There was a short pause -- I'm sure he was pondering -- and then he said, "They have long mustaches, and they're slightly iridescent, and they like to drink tea and don't eat peanuts."

"Ah," I said.

"No peanuts," he said, and left the room again, leaving me to reflect on what has to be the strangest conversation I've ever had with a medical professional. But I was all comfy and feeling very nice, except that my hands kept falling asleep, and I still couldn't visualize the dragons, although I did have a vivid mental image of a sleek black panther lounging by the side of the massage table. (What the heck was in those needles?
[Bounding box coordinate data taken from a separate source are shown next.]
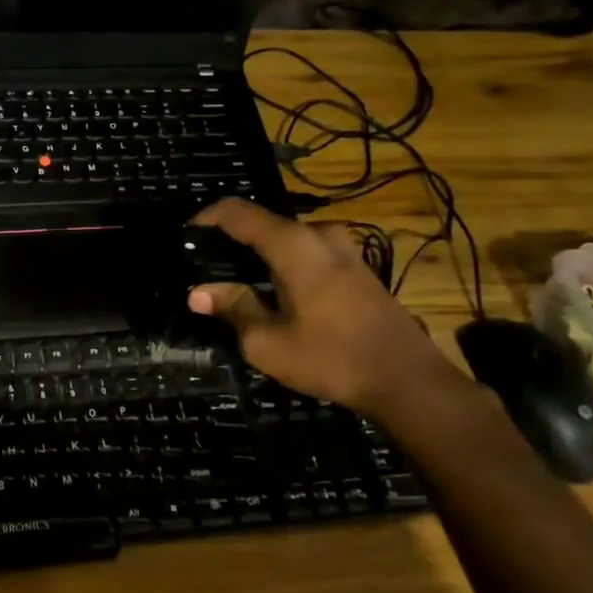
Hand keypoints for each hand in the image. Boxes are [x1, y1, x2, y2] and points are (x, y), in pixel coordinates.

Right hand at [187, 198, 450, 414]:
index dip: (205, 218)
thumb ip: (233, 308)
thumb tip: (197, 293)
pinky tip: (273, 293)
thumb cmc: (331, 358)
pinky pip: (308, 253)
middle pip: (263, 225)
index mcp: (293, 245)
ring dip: (259, 255)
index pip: (237, 212)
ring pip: (287, 240)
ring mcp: (344, 249)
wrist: (408, 380)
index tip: (185, 236)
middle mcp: (319, 235)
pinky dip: (283, 264)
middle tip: (206, 269)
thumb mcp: (268, 342)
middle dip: (231, 242)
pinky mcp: (358, 267)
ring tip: (236, 283)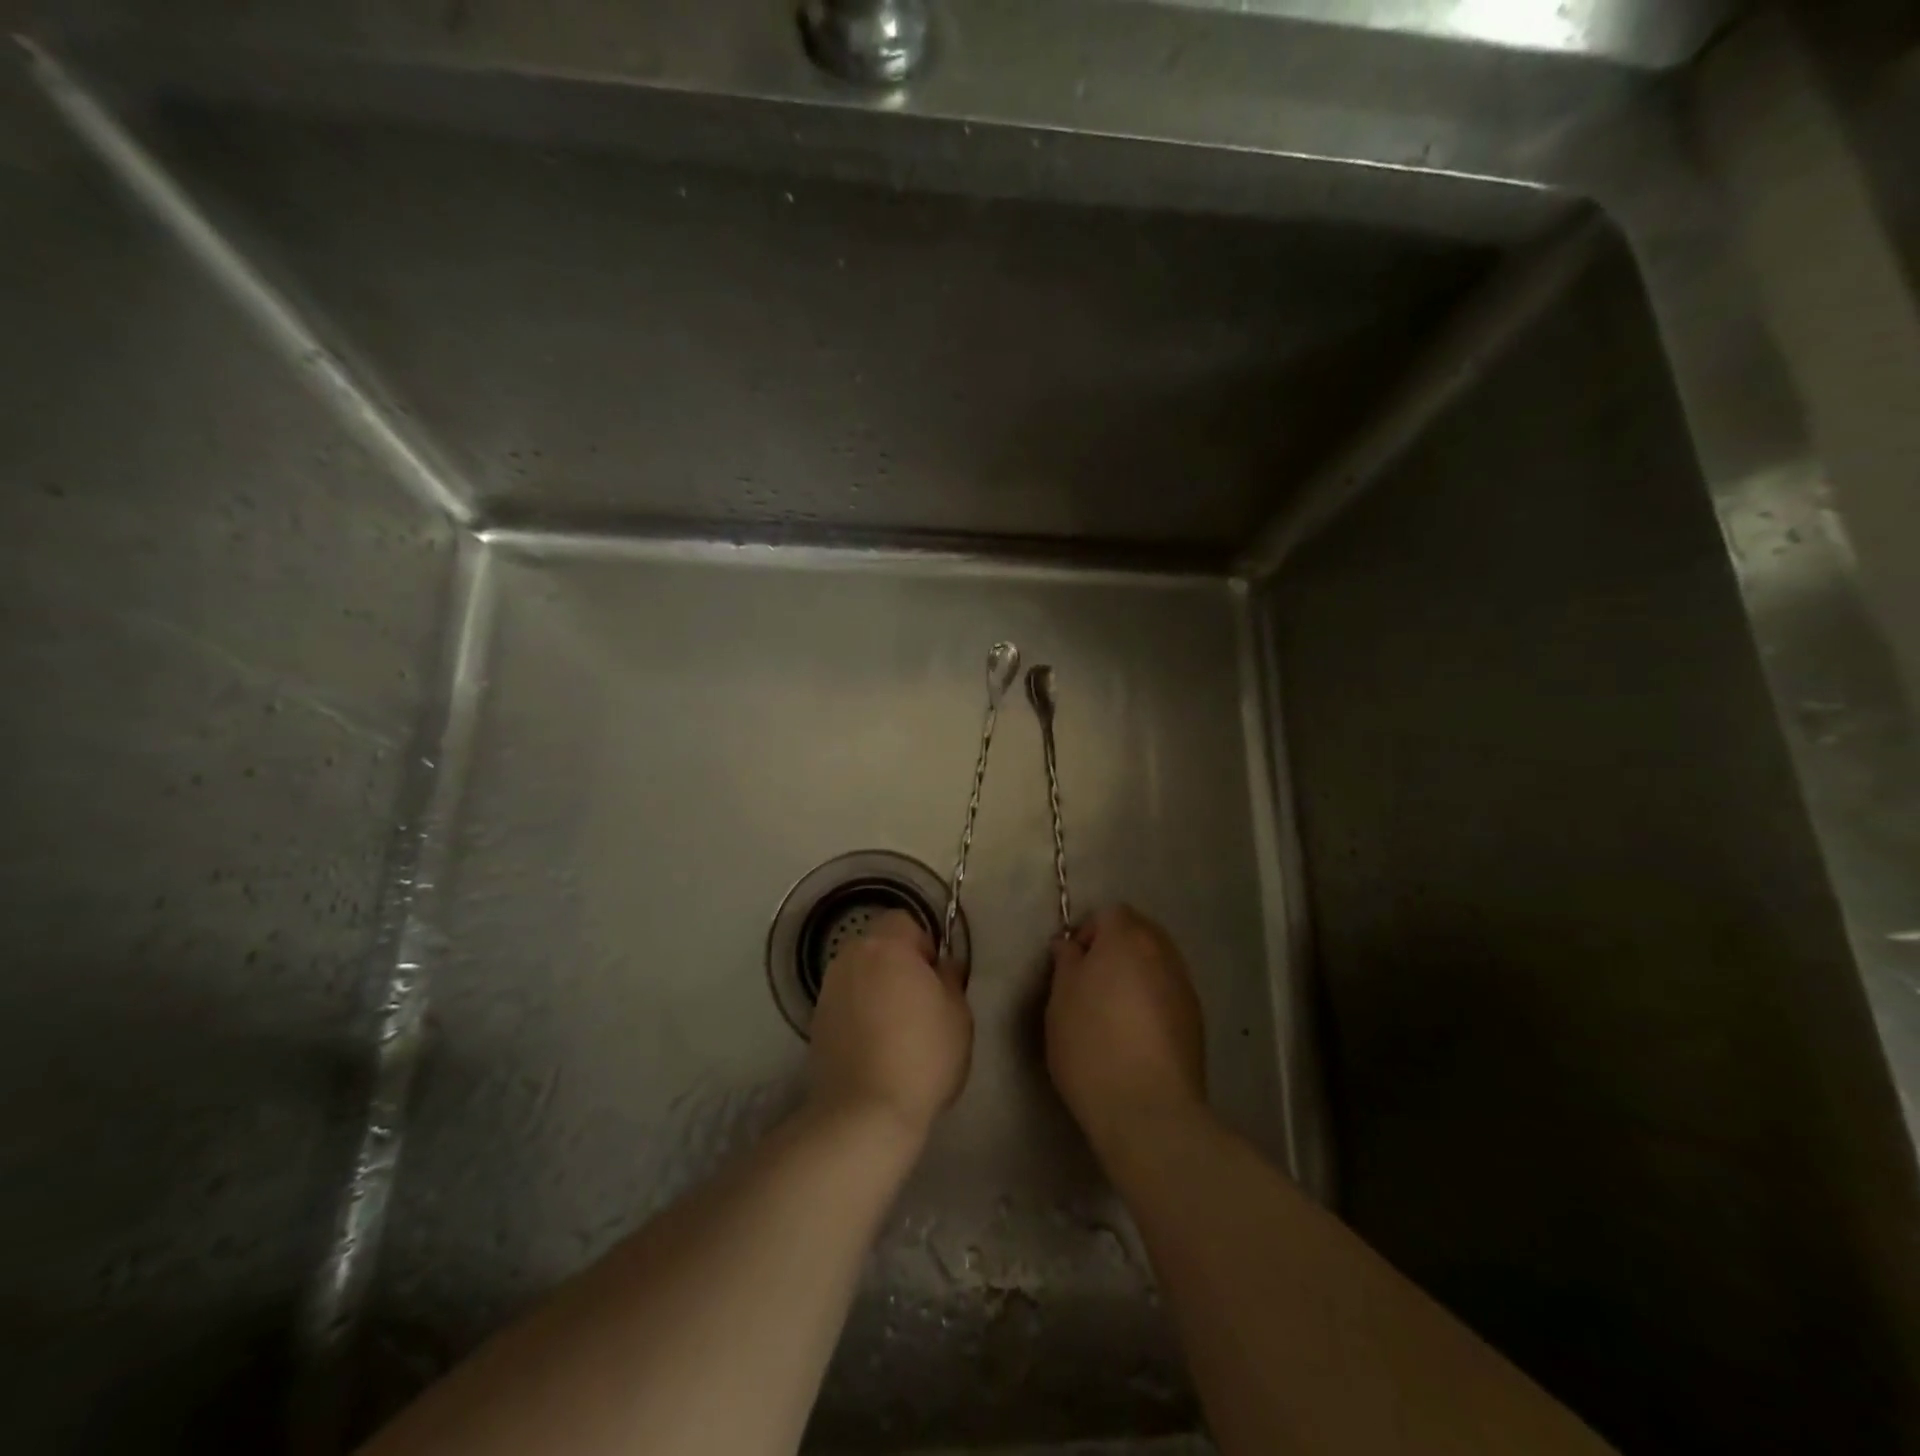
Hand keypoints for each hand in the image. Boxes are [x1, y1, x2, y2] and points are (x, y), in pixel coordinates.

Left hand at [807, 910, 972, 1137]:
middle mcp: (850, 958)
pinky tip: (872, 1045)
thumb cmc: (922, 1055)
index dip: (922, 944)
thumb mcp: (958, 1014)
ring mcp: (828, 989)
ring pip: (859, 973)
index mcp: (886, 946)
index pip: (903, 920)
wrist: (864, 1112)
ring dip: (876, 987)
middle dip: (896, 963)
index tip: (934, 978)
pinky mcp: (815, 1021)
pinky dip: (858, 1012)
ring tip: (894, 1026)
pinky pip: (845, 1001)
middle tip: (918, 1001)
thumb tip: (942, 965)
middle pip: (877, 944)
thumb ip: (951, 978)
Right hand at [1046, 904, 1207, 1155]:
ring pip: (1157, 963)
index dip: (1089, 933)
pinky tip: (1137, 1034)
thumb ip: (1066, 963)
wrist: (1148, 1110)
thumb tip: (1070, 946)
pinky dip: (1153, 1000)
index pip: (1110, 913)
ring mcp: (1184, 986)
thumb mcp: (1060, 1000)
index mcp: (1126, 939)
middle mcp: (1162, 952)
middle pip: (1139, 932)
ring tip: (1114, 1011)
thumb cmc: (1091, 1045)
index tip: (1073, 966)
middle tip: (1091, 985)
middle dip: (1116, 949)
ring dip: (1137, 974)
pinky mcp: (1197, 1020)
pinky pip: (1169, 992)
I hear you asking.)

When he came back in, I mentioned the circulation issue, and he removed the needles so I'd be able to move around again, and I told him about the panther, wondering if he'd laugh. He didn't bat an eye. "Well, the dragons are just a metaphor. Your dragon might be a panther. Someone else's might be an eagle." I suspect my panther had more to do with watching Crystal the were-panther on True Blood the other night than with anything else, but that's okay; I'm a champ at metaphor, after all, and I was all relaxed and happy-like, so I floated out the door to pay my $130.

I like this doctor a lot. I do not like his young front-office person one bit. I'm sure she's a lovely human being, adored by her family and friends, but every time I've been there she's struck me as supercilious, with a tendency to lecture, and with the uncanny ability to look down her nose at me even when she's sitting down and I'm standing up.
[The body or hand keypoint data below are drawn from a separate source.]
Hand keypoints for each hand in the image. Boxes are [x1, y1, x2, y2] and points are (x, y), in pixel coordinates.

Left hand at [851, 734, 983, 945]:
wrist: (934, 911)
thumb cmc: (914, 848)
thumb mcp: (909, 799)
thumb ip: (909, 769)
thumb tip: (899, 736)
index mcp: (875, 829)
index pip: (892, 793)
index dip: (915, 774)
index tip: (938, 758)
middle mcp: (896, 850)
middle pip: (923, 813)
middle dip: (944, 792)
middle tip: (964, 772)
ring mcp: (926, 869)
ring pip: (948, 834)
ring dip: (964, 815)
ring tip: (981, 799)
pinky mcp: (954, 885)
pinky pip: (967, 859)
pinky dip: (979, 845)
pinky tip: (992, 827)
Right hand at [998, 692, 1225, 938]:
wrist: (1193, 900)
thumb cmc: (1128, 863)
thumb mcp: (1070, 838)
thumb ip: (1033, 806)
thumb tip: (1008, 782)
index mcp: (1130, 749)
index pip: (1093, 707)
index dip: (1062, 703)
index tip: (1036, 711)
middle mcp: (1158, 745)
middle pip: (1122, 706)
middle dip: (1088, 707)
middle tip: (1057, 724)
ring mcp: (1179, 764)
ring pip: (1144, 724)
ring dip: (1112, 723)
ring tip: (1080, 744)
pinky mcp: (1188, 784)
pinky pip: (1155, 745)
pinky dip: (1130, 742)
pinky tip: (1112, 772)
"That will be a $25 copay," she said.

"No, actually --"

"I need you to pay that," she snapped, as if I'd been planning to offer her my firstborn child or barter with a stick of Juicy Fruit instead.
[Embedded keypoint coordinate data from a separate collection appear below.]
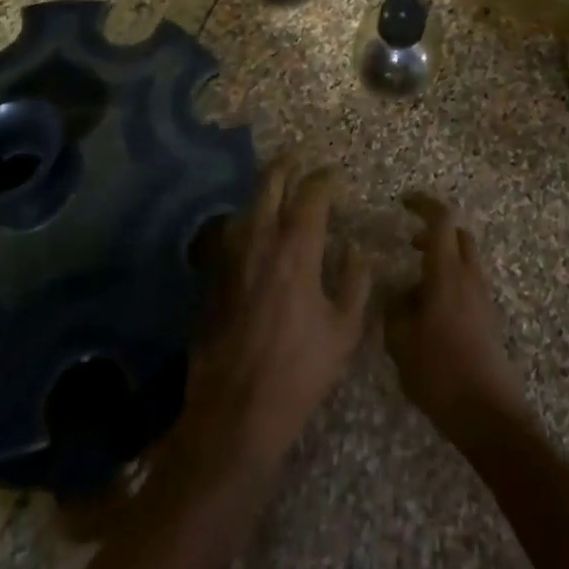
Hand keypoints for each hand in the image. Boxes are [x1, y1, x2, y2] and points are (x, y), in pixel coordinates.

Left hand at [176, 159, 371, 473]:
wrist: (236, 412)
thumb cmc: (299, 372)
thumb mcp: (343, 331)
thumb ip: (355, 282)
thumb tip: (354, 248)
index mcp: (297, 250)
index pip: (311, 196)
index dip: (323, 179)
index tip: (334, 174)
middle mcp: (261, 242)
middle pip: (269, 186)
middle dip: (285, 166)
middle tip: (296, 156)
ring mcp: (232, 258)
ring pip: (246, 206)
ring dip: (262, 190)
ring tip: (275, 185)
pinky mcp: (214, 278)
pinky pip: (231, 233)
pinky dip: (245, 219)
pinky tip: (252, 227)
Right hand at [384, 193, 529, 440]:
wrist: (488, 414)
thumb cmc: (440, 373)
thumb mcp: (401, 343)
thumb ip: (394, 310)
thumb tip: (396, 292)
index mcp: (447, 272)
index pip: (441, 219)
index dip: (423, 203)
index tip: (403, 202)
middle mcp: (469, 276)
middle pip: (457, 235)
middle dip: (433, 231)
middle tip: (409, 243)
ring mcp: (482, 296)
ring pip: (464, 259)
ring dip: (442, 258)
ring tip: (414, 285)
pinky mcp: (488, 317)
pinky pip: (468, 283)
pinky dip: (449, 281)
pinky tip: (429, 312)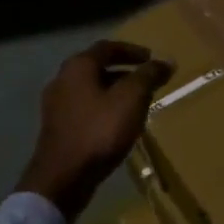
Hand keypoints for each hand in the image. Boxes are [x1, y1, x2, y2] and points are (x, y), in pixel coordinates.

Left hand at [16, 40, 172, 222]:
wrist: (63, 177)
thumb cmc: (100, 131)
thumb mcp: (132, 99)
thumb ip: (149, 76)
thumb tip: (166, 61)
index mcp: (78, 67)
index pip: (107, 47)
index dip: (132, 51)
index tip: (152, 59)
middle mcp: (62, 80)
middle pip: (97, 68)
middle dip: (125, 72)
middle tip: (148, 81)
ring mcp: (56, 106)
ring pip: (91, 90)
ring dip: (115, 92)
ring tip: (138, 103)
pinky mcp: (57, 128)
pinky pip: (86, 109)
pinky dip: (104, 109)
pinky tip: (119, 124)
"Actually, I need to pay more," I said, trying not to snap back. "It's after July 1. My insurance just changed. So I need to pay the $130."

She scowled. "You can't pay the $130 if you have insurance."

"No, my deductible's $3,800, so --"

She slid into lecture mode. "The $130 is for private-pay patients without insurance. I'll have to see what the bill will be with insurance." She got up, went into another room, came back with a sheaf of papers, typed on her computer for a bit, and then said, "If we bill your insurance company, that will be $289."

"Excuse me? Two hundred and eighty-nine dollars?"

She flashed me a phony smile. "At least you'll pay your deductible sooner!" Mentally, I was trying to sic panthers and dragons on her. I know it's not her fault, but couldn't she be just a little bit sympathetic and acknowledge the utter absurdity of the system?

"I came here prepared to pay $130. That's what my husband and I budgeted."

She resumed looking down her nose. "If you pay the $130, we won't bill your insurance and it won't count towards your deductible."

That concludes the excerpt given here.